▸ **Record extracts**:

• • • • •

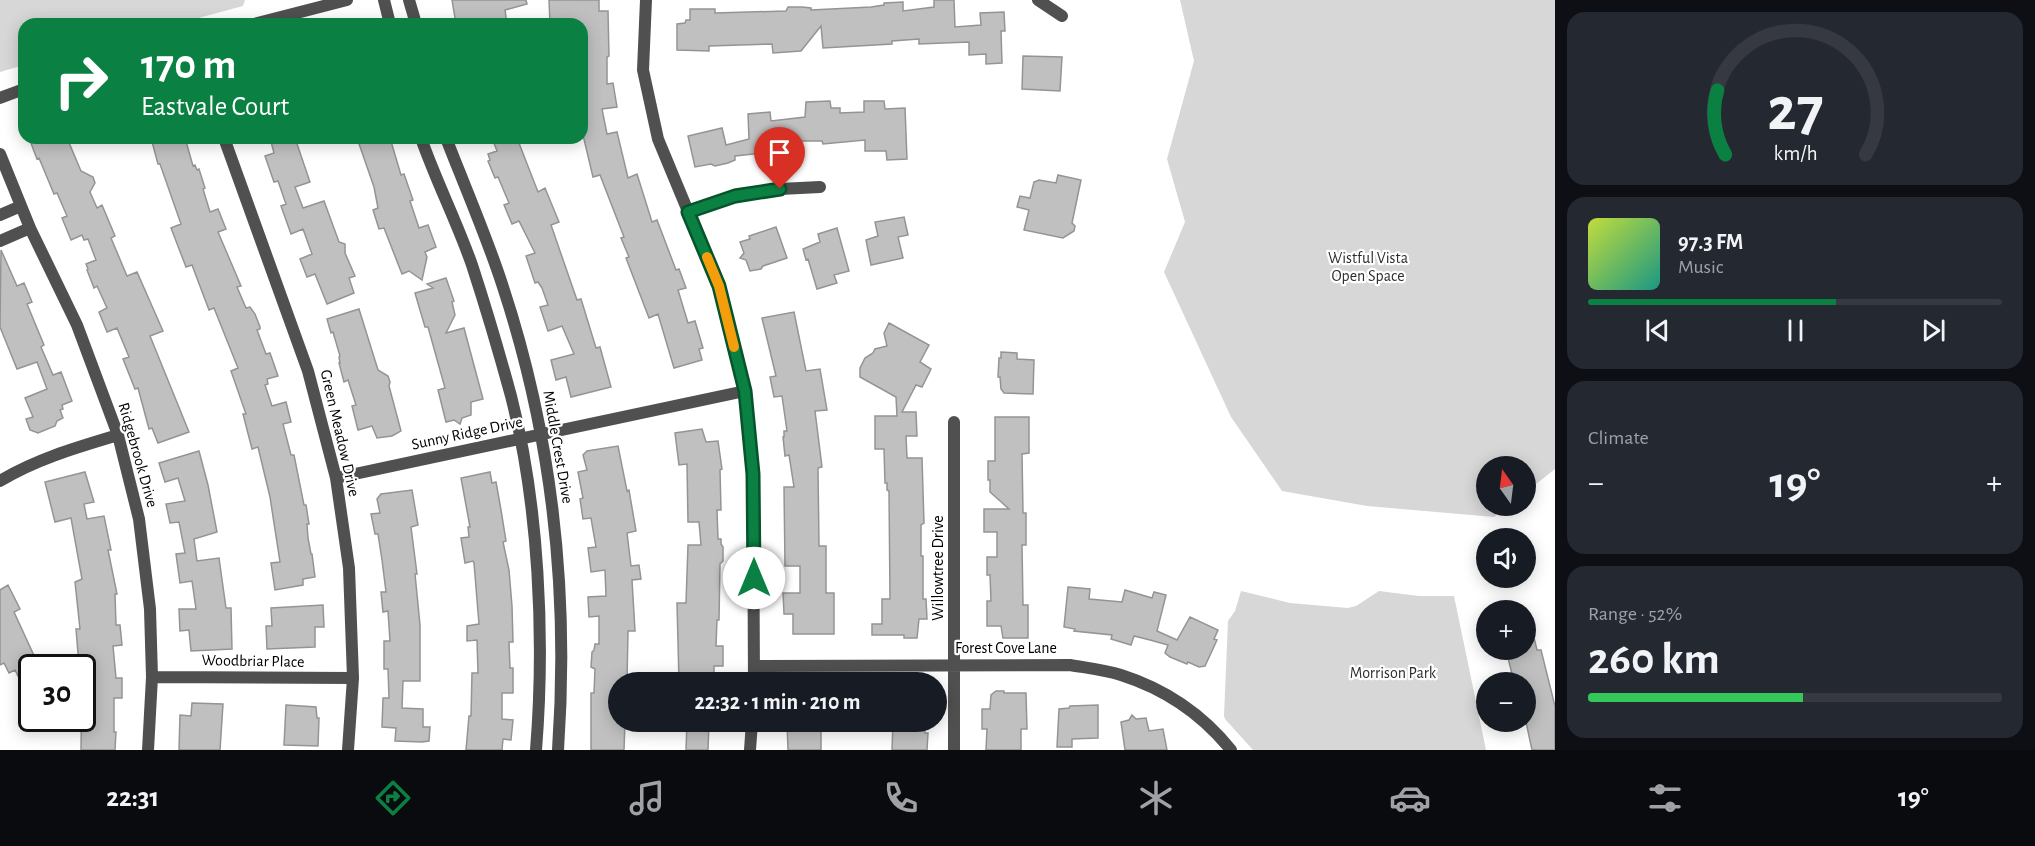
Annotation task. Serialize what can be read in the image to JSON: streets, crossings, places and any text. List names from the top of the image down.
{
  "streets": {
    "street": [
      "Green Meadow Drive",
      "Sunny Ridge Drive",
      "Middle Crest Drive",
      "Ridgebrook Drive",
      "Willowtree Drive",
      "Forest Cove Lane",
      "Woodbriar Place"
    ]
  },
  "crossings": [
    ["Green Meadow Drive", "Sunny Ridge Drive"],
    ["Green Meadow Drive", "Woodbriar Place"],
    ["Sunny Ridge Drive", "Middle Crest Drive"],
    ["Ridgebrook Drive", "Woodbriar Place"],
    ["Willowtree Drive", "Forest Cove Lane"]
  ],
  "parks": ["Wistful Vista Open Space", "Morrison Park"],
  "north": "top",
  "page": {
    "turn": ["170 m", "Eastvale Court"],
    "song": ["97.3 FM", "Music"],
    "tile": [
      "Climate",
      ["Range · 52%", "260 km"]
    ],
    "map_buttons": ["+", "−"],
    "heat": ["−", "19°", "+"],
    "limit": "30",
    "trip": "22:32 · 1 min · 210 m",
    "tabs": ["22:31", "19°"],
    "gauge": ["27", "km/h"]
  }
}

• • • • •

▸ **What needs to be done**: Your copy should match the data above exactly, apart from the pictures.

▸ **Answer to the problem**:
Annotation task. Serialize what can be read in the image to JSON: streets, crossings, places and any text. List names from the top of the image down.
{
  "streets": {
    "street": [
      "Green Meadow Drive",
      "Sunny Ridge Drive",
      "Middle Crest Drive",
      "Ridgebrook Drive",
      "Willowtree Drive",
      "Forest Cove Lane",
      "Woodbriar Place"
    ]
  },
  "crossings": [
    ["Green Meadow Drive", "Sunny Ridge Drive"],
    ["Green Meadow Drive", "Woodbriar Place"],
    ["Sunny Ridge Drive", "Middle Crest Drive"],
    ["Ridgebrook Drive", "Woodbriar Place"],
    ["Willowtree Drive", "Forest Cove Lane"]
  ],
  "parks": ["Wistful Vista Open Space", "Morrison Park"],
  "north": "top",
  "page": {
    "turn": ["170 m", "Eastvale Court"],
    "song": ["97.3 FM", "Music"],
    "tile": [
      "Climate",
      ["Range · 52%", "260 km"]
    ],
    "map_buttons": ["+", "−"],
    "heat": ["−", "19°", "+"],
    "limit": "30",
    "trip": "22:32 · 1 min · 210 m",
    "tabs": ["22:31", "19°"],
    "gauge": ["27", "km/h"]
  }
}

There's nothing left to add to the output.